Last year’s release had such a firm hold on the market that it forced the cancellation of rival 2K sport’s game for the Xbox 360 and PlayStation 3 consoles this year.
That fact seems to be both a blessing and a curse for EA who released NHL 11 to the world on Sept. 7.
While the game will surely please hockey aficionados and casual gamers alike, NHL 11 contains some flaws that reveal cracks in the hockey giant’s armor.
The area NHL 11 truly shines in its head-to-head gameplay.
Many of the new additions to the on-ice game are rooted in controls established in Madden, such as the new “hit stick” control and a revamped passing system.
The most welcome addition, though, is the revolutionary physics-based game engine that will eventually change the way sports games are made and played.
By changing to a physics-based system, EA ensures that every move, check, pass and shot will be just as you intended them to be.
In other words, the direction you point your joystick will be the difference between a highlight reel check into the boards or an embarrassing whiff.
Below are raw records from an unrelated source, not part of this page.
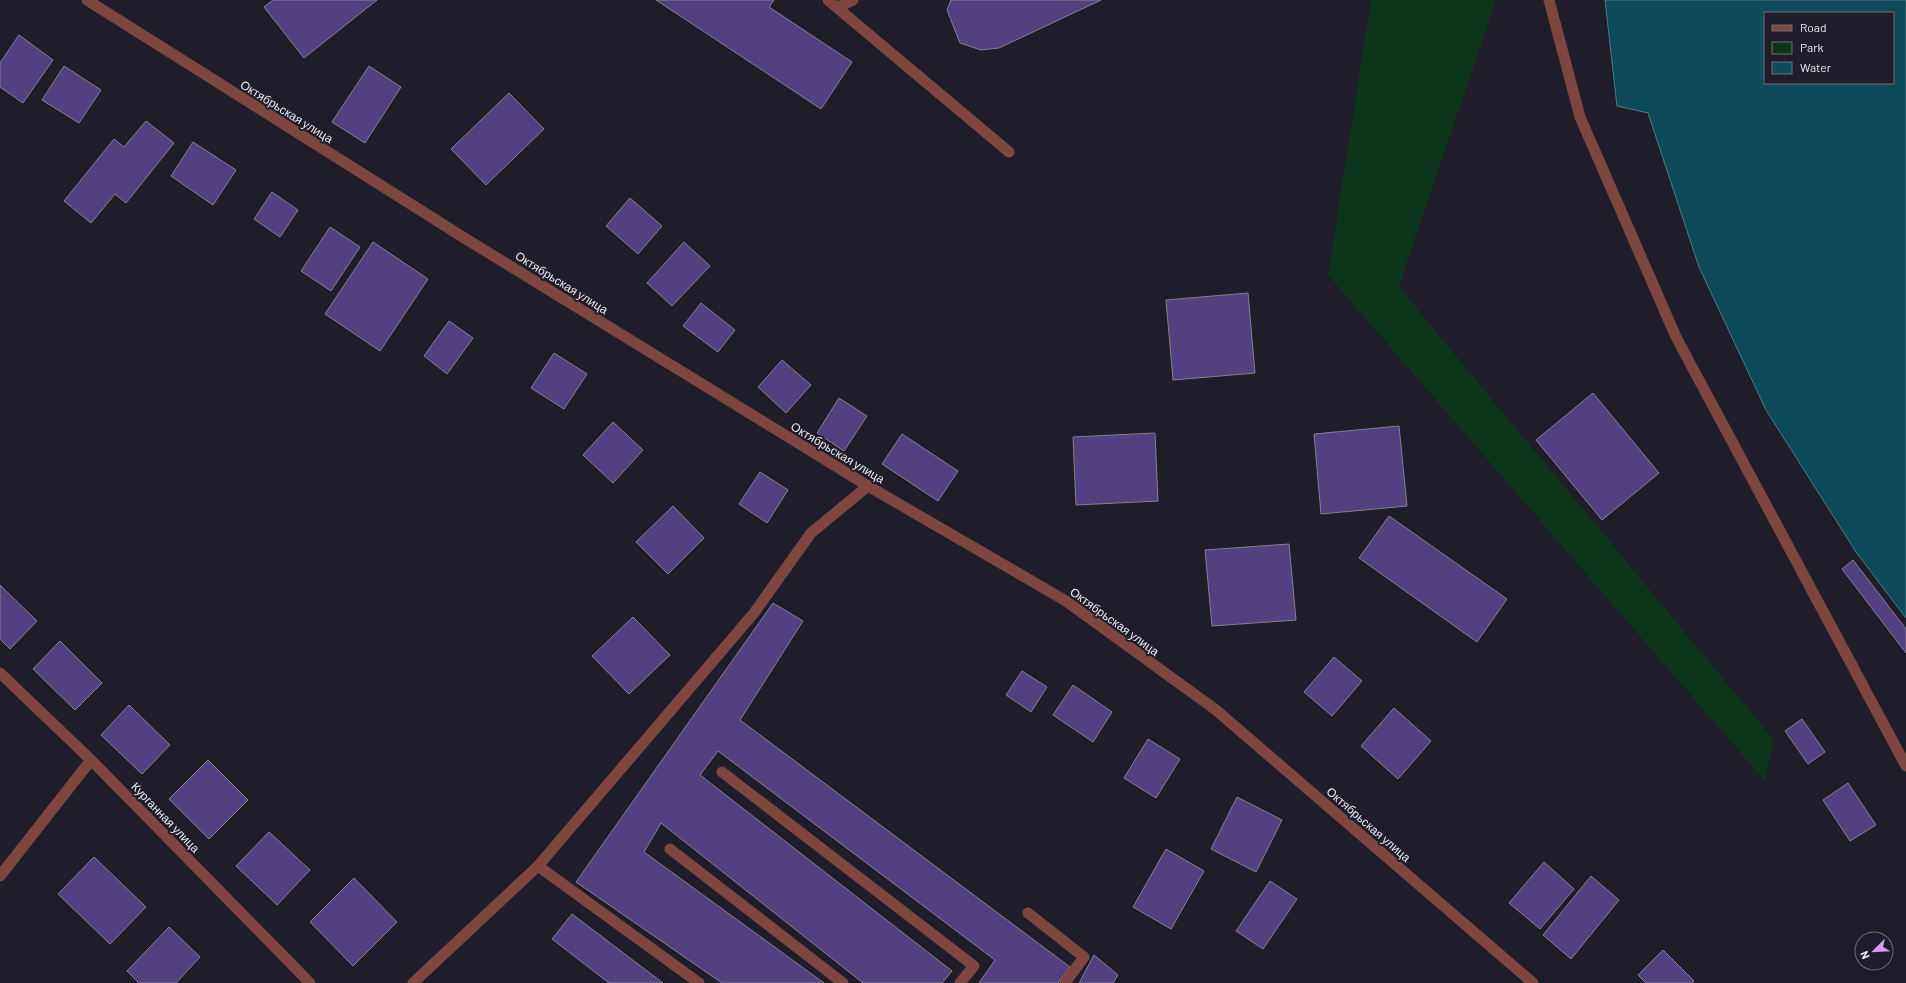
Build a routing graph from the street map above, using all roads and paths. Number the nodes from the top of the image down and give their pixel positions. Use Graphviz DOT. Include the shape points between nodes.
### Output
graph roads {
  1 [pos="87,0"];
  2 [pos="828,0"];
  3 [pos="853,0"];
  4 [pos="1549,0"];
  5 [pos="838,7"];
  6 [pos="1010,152"];
  7 [pos="868,486"];
  8 [pos="0,673"];
  9 [pos="91,760"];
  10 [pos="1906,766"];
  11 [pos="722,772"];
  12 [pos="670,849"];
  13 [pos="538,866"];
  14 [pos="0,876"];
  15 [pos="1028,913"];
  16 [pos="310,983"];
  17 [pos="413,983"];
  18 [pos="699,983"];
  19 [pos="843,983"];
  20 [pos="960,983"];
  21 [pos="1066,983"];
  22 [pos="1533,983"];
  1 -- 7 [label="street, Октябрьская улица" via="466,239"];
  2 -- 5 [label="street"];
  3 -- 5 [label="street"];
  4 -- 10 [label="street" via="1580,117 1676,337"];
  5 -- 6 [label="street"];
  7 -- 13 [label="street" via="811,533 754,613"];
  7 -- 22 [label="street, Октябрьская улица" via="1066,601 1216,710"];
  8 -- 9 [label="street, Курганная улица"];
  9 -- 14 [label="street"];
  9 -- 16 [label="street, Курганная улица"];
  11 -- 20 [label="street" via="974,966"];
  12 -- 19 [label="street"];
  13 -- 17 [label="street"];
  13 -- 18 [label="street"];
  15 -- 21 [label="street" via="1084,956"];
}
Add in the all new face-off system in which multiple buttons are needed to win, and NHL 11 may be the most in-depth hockey experience ever made.
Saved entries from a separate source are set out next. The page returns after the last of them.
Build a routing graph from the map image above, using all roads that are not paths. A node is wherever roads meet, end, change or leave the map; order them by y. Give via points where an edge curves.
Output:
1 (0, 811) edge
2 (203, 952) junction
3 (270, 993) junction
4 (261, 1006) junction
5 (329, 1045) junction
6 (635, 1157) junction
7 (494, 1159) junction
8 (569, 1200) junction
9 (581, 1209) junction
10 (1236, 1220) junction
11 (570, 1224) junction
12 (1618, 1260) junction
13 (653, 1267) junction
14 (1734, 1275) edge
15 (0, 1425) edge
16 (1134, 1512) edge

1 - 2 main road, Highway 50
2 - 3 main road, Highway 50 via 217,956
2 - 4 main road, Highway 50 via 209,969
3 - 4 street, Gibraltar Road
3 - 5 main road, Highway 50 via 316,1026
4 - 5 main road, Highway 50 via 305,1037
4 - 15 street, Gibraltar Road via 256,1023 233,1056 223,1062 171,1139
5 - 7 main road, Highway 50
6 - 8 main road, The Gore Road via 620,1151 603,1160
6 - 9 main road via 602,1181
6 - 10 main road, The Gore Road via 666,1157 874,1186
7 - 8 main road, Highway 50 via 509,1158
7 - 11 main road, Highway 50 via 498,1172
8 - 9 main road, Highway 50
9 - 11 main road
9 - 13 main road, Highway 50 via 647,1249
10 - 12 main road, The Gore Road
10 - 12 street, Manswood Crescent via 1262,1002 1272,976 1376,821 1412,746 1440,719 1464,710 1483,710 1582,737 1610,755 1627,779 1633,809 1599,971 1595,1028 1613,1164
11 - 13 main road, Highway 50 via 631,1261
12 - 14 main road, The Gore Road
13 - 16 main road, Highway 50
Unfortunately, the additions to gameplay that shine during head-to-head competition crash and burn when playing the CPU. Computer intelligence is where NHL finally starts to show signs of age.
The Madden-inherited “Ultimate Team” mode is a nice addition to the series, but is hindered by the lack of common sense and managerial skill of the computer.
The same can be said for the “Be a GM” mode, which allows players to control farm teams and international leagues, but suffers from boneheaded decisions by opposing management teams.
It is entirely too easy to build a championship caliber team, mainly due to the fact opposing teams let first round picks go and bury veterans on the bench.
On the ice, it only takes a few games to memorize CPU moves and tendencies, leading to six and seven goal blowouts.
Poor computer play is hardly new to the NHL series, but this is the first time it is bad enough to turn off players from a game mode.
Even with all its flaws, NHL 11 manages to create a full gaming experience for people looking to play a game with friends.
Gary Thorne and Bill Clement provide vastly improved commentary over last year’s forgettable performance.
Sound quality overall is improved, with each hit and crowd cheer seeming to rumble out of the speakers into the living room.
Visually, the title looks great on both systems, with the 360 version being slightly more sterile-looking than on the color-rich PS3.
Overall, the team at EA Canada delivers on its promise of a realistic hockey simulation that will bring about changes across the sports game genre.
NHL11 truly is a title that will have an impact far after it is replaced by the 2012 edition next fall.